The company will begin using Microsoft Office Open XML Formats for its Word, Excel, and PowerPoint applications, with the codename Office 12, which is due for release in the second half of 2006.

Microsoft will announce more details of the formats, which are expected to be published under a royalty-free license shortly before Office 12, over the next 12 months, beginning with its TechEd 2005 conference in Orlando, Florida next week.

The company claims that the new file formats will provide better data interoperability, improved security, and reduced file sizes, and that in moving to the XML-based formats it is responding to feedback from its customers.

"They want much better data integration capabilities," said Mike Pryke-Smith, Microsoft Office marketing manager. "A good example of that is the relationship with SAP," he added, citing Microsoft's recent joint development agreement with the enterprise software giant to provide a direct and transparent link between SAP processes and Microsoft's Office applications via a product known as Mendocino.

Improved integration with third-party applications is one of the proposed benefits, along with reduced data storage requirements due to smaller file sizes, which are enabled through the use of ZIP file compression technology.
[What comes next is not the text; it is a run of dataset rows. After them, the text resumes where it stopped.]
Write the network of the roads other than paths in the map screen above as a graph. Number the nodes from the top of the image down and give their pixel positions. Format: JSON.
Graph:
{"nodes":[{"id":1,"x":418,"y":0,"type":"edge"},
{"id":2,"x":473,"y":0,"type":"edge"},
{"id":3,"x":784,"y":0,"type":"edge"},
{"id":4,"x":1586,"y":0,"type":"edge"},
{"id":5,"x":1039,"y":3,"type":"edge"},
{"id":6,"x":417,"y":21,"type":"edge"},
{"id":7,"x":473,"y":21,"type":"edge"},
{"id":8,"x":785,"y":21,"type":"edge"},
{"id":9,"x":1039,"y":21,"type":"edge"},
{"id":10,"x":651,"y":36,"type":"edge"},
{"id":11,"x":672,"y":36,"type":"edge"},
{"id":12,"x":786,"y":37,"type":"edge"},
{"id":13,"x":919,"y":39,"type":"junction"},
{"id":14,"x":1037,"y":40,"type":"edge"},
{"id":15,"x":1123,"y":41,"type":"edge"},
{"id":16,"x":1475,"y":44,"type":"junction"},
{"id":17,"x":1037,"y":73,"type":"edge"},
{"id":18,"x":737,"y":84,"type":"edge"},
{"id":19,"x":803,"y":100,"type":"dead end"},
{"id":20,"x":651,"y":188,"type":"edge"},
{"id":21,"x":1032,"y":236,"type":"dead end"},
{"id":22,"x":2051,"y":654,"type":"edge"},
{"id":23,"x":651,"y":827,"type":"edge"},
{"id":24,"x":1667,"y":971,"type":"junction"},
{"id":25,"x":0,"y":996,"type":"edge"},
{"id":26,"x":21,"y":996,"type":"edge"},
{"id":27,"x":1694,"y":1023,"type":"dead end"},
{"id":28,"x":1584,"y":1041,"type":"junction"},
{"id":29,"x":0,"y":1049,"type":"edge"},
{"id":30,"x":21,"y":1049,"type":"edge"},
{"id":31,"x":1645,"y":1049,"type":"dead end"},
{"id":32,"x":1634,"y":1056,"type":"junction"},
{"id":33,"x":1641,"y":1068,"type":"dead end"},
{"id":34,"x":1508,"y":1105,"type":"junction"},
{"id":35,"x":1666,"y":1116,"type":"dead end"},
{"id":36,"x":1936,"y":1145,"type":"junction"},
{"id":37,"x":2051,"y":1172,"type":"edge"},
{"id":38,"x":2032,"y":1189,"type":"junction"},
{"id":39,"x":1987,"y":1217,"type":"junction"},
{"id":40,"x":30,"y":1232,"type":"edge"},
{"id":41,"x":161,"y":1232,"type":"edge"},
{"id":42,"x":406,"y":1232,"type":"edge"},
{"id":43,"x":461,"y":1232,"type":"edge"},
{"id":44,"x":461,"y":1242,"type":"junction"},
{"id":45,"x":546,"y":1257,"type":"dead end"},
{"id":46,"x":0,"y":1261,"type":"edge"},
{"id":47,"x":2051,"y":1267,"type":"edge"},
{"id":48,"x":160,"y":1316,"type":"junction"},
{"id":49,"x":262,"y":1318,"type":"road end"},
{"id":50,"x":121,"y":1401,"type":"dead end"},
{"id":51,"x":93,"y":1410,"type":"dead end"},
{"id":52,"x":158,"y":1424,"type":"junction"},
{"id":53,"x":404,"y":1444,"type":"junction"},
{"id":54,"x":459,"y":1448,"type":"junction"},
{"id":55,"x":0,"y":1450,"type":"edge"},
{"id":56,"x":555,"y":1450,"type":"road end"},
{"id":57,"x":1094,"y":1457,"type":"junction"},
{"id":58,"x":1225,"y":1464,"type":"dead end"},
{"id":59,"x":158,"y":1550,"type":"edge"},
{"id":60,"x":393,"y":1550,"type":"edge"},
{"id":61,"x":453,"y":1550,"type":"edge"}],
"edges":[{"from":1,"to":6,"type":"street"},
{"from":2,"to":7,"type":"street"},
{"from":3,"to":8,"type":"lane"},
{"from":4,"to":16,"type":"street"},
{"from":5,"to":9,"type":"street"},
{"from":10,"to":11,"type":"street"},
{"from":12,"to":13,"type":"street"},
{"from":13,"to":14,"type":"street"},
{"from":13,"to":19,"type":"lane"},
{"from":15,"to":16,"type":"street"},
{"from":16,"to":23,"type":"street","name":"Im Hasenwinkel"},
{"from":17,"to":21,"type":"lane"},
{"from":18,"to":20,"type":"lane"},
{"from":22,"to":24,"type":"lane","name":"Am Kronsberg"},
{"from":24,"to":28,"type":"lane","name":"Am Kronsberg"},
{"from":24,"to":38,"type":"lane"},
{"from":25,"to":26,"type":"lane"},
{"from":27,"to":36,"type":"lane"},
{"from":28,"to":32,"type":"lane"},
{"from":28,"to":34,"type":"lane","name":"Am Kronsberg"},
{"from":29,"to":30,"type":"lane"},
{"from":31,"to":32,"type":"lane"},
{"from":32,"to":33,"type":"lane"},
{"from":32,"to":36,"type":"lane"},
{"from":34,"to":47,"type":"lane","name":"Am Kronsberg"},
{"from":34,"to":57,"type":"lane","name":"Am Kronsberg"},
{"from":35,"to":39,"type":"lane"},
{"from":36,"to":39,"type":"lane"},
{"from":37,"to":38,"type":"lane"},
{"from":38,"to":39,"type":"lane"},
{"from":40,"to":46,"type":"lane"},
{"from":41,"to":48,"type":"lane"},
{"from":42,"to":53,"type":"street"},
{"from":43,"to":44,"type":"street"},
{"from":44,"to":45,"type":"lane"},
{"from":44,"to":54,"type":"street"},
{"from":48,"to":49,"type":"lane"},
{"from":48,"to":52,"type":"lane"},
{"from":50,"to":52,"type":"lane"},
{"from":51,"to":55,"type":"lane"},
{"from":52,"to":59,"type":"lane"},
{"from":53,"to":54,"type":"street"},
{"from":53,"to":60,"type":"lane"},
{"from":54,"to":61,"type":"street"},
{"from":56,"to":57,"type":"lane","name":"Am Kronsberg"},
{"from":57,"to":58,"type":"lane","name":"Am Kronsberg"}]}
Microsoft already supports XML with Word, Excel, and PowerPoint via the HTML file format support introduced in Office 2000, but is taking its support for XML a step further by making XML file formats the default option.
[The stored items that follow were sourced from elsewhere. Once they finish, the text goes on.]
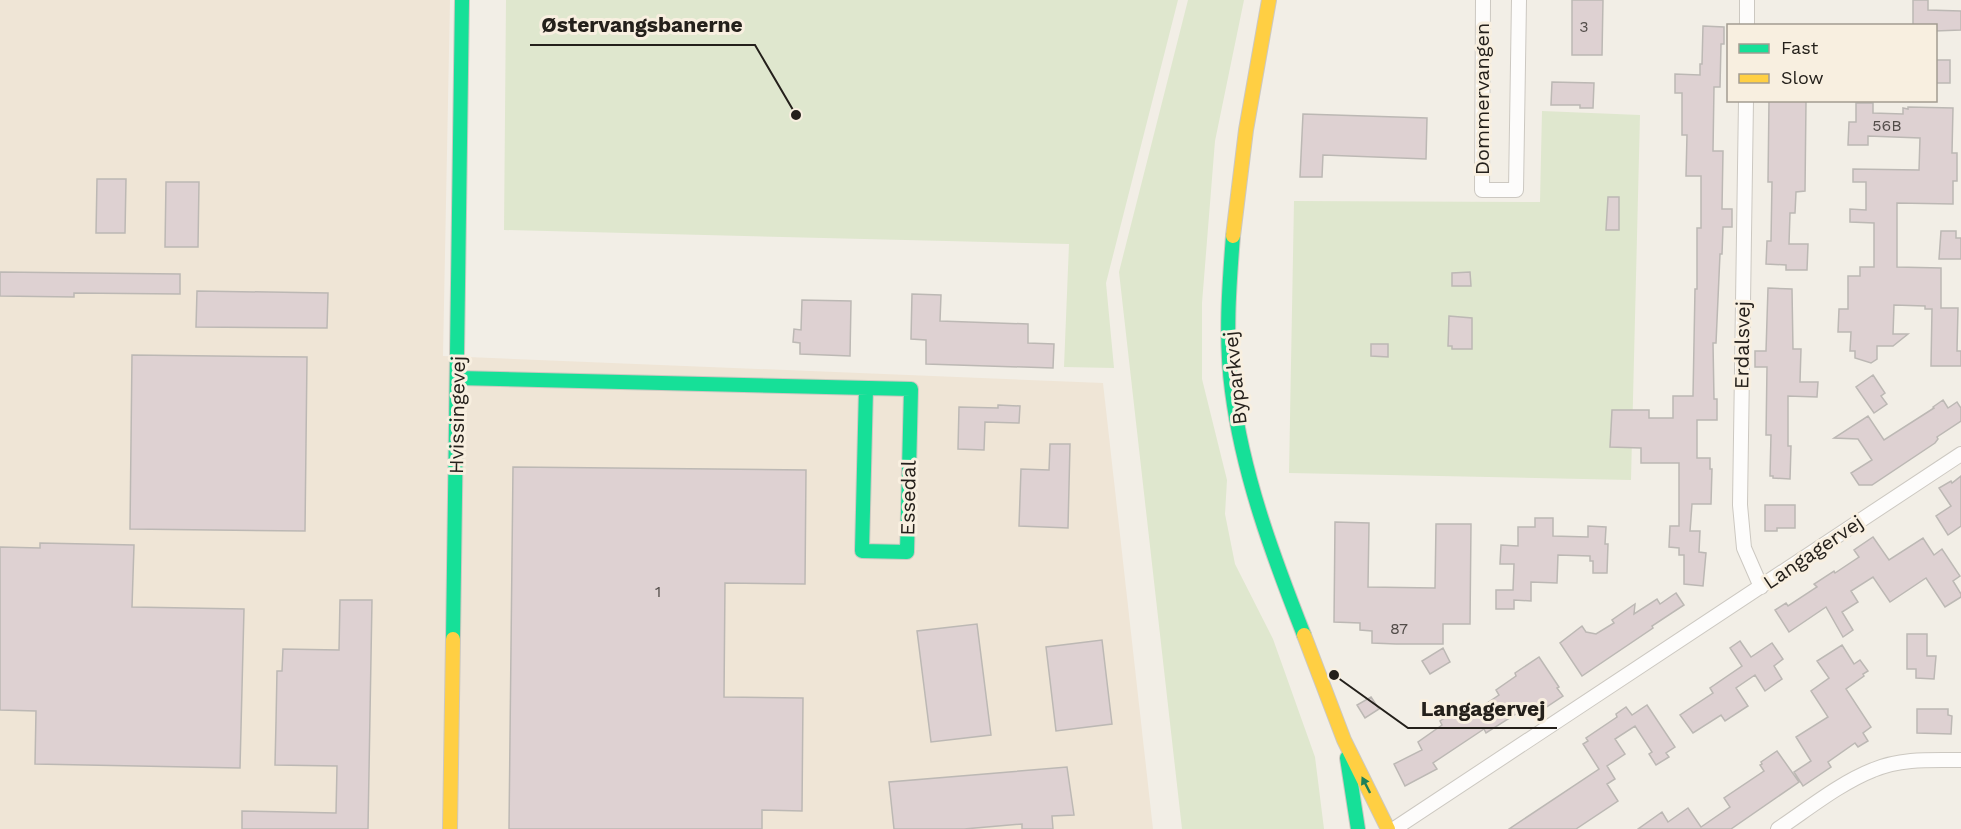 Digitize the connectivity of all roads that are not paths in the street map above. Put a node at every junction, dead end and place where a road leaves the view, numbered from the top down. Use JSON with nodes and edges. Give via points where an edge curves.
{"nodes":[{"id":1,"x":462,"y":0,"type":"edge"},
{"id":2,"x":1269,"y":0,"type":"edge"},
{"id":3,"x":1483,"y":0,"type":"edge"},
{"id":4,"x":1519,"y":0,"type":"edge"},
{"id":5,"x":1747,"y":0,"type":"edge"},
{"id":6,"x":1747,"y":24,"type":"edge"},
{"id":7,"x":1746,"y":102,"type":"edge"},
{"id":8,"x":458,"y":378,"type":"junction"},
{"id":9,"x":866,"y":388,"type":"junction"},
{"id":10,"x":1961,"y":454,"type":"edge"},
{"id":11,"x":1761,"y":586,"type":"junction"},
{"id":12,"x":1344,"y":741,"type":"junction"},
{"id":13,"x":1961,"y":760,"type":"edge"},
{"id":14,"x":450,"y":829,"type":"edge"},
{"id":15,"x":1358,"y":829,"type":"edge"},
{"id":16,"x":1388,"y":829,"type":"edge"},
{"id":17,"x":1394,"y":829,"type":"edge"},
{"id":18,"x":1778,"y":829,"type":"edge"}],
"edges":[{"from":1,"to":8,"type":"street","name":"Hvissingevej"},
{"from":2,"to":12,"type":"street","name":"Byparkvej","via":[[1239,183],[1229,300],[1229,352],[1235,409],[1257,505]]},
{"from":3,"to":4,"type":"street","name":"Dommervangen","via":[[1482,190],[1516,190]]},
{"from":5,"to":6,"type":"street"},
{"from":7,"to":11,"type":"street","name":"Erdalsvej","via":[[1740,505],[1744,548]]},
{"from":8,"to":9,"type":"street","name":"Essedal"},
{"from":8,"to":14,"type":"street","name":"Hvissingevej"},
{"from":9,"to":9,"type":"street","name":"Essedal","via":[[911,389],[907,552],[862,551]]},
{"from":10,"to":11,"type":"street","name":"Langagervej"},
{"from":11,"to":17,"type":"street","name":"Langagervej"},
{"from":12,"to":15,"type":"street","name":"Byparkvej"},
{"from":16,"to":12,"type":"street","name":"Byparkvej","one_way":true},
{"from":13,"to":18,"type":"street","via":[[1917,760],[1874,769]]}]}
It has been widely reported that the new file extensions will see an "x" added to the famous .doc, .xls, and .ppt extensions, although Pryke-Smith said the company is not confirming the exact file extension details at this stage.

What it has confirmed is that users will still have the choice of saving files with the more traditional formats. The company will also release patches to coincide with Office 12 that will enable Office 2000, Office XP, and Office 2003 users to open, edit, and save files using the new formats.

The announcement of the new formats saw Microsoft repeatedly using the term "standard" to describe the XML-based formats. While they will be based on the XML 1.0 specification, a W3C standard, but the formats themselves will not be a formal standard, even if Microsoft is publishing them under a royalty-free license.

The company has previously declined suggestions that it should open up its file formats to an industry standards body, and Pryke-Smith again stated that Microsoft is unlikely to do so because it would rather keep control of the formats so that it can provide backward compatibility for the estimated 400 million Office users worldwide.

"Something that's unique to Microsoft is that backwards compatibility is important and the best way we can control that backwards compatibility is to maintain the management of the format," he said.

A potential alternative to Microsoft's formats emerged last week with the news that the Oasis standards group has approved the adoption of the OpenDocument format for office applications as an official standard.

Based on the XML schema developed by the OpenOffice.org open source applications community, OpenDocument will be used in the forthcoming OpenOffice.org 2.0, as well as Sun's StarOffice 8, which is due for release in the summer, but will not provide backwards compatibility with the existing OpenOffice.org applications.

Pryke-Smith said Microsoft would not be adopting OpenDocument, citing backwards compatibility concerns, but did say the company will watch to see how adoption of the standard develops. "We'll respond to customer demand on that," he said. "Our main focus is serving our existing customer base."

It is hardly surprising that Microsoft's file formats have become the de facto standard, given Microsoft's dominant position in the Office applications market, but things could slowly begin to change now that OpenDocument is an Oasis standard, particularly if it gets mandated in the public sector.

Dealing with Microsoft's proprietary standards has been a well-documented problem for OpenOffice.org and Sun's StarOffice, leading to early versions of their products too often being dismissed as incompatible with Microsoft documents.

With Microsoft's new XML-based file formats published under a royalty-free basis, that should potentially improve, that is if the two groups can avoid a new XML-based standards war.